The town’s mercantile, professional and industrial classes took the initiative in this, stepping in to fill the vacuum in the leadership of public life in Belfast that followed the departure of the local landlords, the Chichester family (Earls of Donegall), from the town after the burning of their castle in 1706.

This volume comprises 11 essays in which a range of scholars explore the history of the Society and its role in responding to social issues in Belfast. Its focus is on the first 150 years of the Society, a period when Belfast experienced phenomenal growth and rapid industrialisation.

Mary Ann McCracken worked for Belfast’s poor.

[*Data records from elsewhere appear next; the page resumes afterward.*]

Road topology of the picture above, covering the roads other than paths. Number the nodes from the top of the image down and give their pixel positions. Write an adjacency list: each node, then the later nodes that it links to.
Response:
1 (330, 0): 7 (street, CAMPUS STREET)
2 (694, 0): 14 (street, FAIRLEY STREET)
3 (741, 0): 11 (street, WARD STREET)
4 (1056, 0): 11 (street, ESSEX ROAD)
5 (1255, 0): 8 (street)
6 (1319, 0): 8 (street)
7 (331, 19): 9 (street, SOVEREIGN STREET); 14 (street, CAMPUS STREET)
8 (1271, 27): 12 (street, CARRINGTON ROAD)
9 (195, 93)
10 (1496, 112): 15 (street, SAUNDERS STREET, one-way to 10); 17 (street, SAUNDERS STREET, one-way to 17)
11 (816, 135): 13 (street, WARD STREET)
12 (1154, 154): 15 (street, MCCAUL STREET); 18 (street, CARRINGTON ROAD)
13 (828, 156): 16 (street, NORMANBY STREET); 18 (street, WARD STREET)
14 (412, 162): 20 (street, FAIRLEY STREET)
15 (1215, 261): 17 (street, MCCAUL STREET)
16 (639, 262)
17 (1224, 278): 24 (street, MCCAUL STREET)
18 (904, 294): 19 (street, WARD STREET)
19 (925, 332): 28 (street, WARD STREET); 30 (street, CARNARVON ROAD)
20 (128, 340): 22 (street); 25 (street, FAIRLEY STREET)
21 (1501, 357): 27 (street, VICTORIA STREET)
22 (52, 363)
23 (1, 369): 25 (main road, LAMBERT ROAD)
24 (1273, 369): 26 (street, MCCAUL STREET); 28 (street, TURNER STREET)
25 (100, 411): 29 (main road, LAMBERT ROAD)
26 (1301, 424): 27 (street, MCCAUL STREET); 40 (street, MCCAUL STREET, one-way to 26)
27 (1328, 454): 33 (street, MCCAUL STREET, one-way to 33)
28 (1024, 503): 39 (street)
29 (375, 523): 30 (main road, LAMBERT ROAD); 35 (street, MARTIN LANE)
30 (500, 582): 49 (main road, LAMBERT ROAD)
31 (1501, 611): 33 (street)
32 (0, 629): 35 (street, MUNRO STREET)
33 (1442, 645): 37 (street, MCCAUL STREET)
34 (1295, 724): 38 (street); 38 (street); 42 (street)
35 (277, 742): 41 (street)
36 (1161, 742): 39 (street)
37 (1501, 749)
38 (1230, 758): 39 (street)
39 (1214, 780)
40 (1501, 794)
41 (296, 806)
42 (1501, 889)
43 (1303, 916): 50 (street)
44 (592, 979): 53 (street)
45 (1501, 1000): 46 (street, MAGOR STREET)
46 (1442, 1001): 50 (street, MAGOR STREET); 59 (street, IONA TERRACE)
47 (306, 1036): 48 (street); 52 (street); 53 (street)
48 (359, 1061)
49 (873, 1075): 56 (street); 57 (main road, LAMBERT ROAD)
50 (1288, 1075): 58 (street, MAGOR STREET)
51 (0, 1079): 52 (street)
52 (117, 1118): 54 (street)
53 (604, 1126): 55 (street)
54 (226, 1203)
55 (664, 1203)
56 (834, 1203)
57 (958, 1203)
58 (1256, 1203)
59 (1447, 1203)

Ciarán McCabe records in his essay that the population of the town more than doubled from 18,000 to 37,000 between 1791 and 1821, and it continued to increase until it stood at 350,000 circa 1900. This, he points out, was “driven by inward migration from its rural hinterland and elsewhere in the north, largely of relatively poor persons”. Belfast became a city only in 1888.

Involved

Many of those associated with the Society in its earliest years were also involved with the Society of United Irishmen, founded in Belfast in October 1791. The connection between the Charitable Society and some of Belfast’s more radical citizens at that time is discussed in an essay by Kenneth Dawson. Samuel Neilson, editor of the Northern Star newspaper, the organ of the United Irishmen, was a treasurer of the Society; and Henry Joy McCracken’s sister, Mary Ann, was a key figure in the work of the Society throughout her long life of 96 years – albeit through the Society’s Ladies Committee. No woman served on the board of the Society until 1920.

Mary Ann McCracken is the subject of a separate essay by Cathryn McWilliams, drawing extensively on her correspondence. Towards the end of her life, Mary Ann lamented that Belfast had lost the revolutionary spirit that it had in her youth. She wrote in 1859 that “Belfast once so celebrated for its love of liberty is now sunk in the love of filthy lucre”.

Mary Ann’s cousin, Henry Joy – owner of the Belfast News Letter, founded by his grandfather in 1737 – was also a supporter of the Society. He described it as “the first great charity of this town”, and that is the apt title of this volume. Incidentally, the Belfast Charitable Society is nearly 40 years older than Dublin’s oldest surviving charity, the Sick and Indigent Roomkeepers Society. It, like the Belfast Society, was founded by merchants acting in a voluntary capacity to relieve urban poverty.

Further essays set the work of the Society in the wider context of the social and economic history of Belfast. Apart from addressing problems of deprivation and sickness within the Poorhouse, the remit of the Society gradually expanded to take on responsibilities for matters normally dealt with by municipal authorities, including the regulation of begging, the supply of fresh water and provision for the burial of the dead.

Assistance

In addition, it would provide “outdoor” relief – that is, assistance to needy persons who had not been admitted to the Poorhouse – and it opened a school to remove some of the poorest children from the streets and prepare them for work in the industrial town.

By examining these ancillary activities of the Society, this volume makes an important contribution to Irish urban history – a sadly neglected field, as the editor of the volume, Olwen Purdue, reminds us in her introduction. She suggests that this is “the result of the tendency of Irish historians to focus on the political struggles of the past, but also because of Ireland’s overwhelmingly rural character”.

Clifton House – the Poorhouse built by the Belfast Charitable Society – is one of the finest buildings in Belfast. It continues to be the headquarters from which the Society directs its charitable work, but it has now been developed as a heritage site – with an interpretative centre which showcases its “interesting and honourable history” (the title of an earlier history of the Society, by Jonathan Bardon).

As outlined in an epilogue to this volume about the Society in the present century, the Society recognises that it has a “custodial role” in relation to safeguarding the House and its archives – while, at the same time, working hard “to remain true to the original ethos and values of 1752”.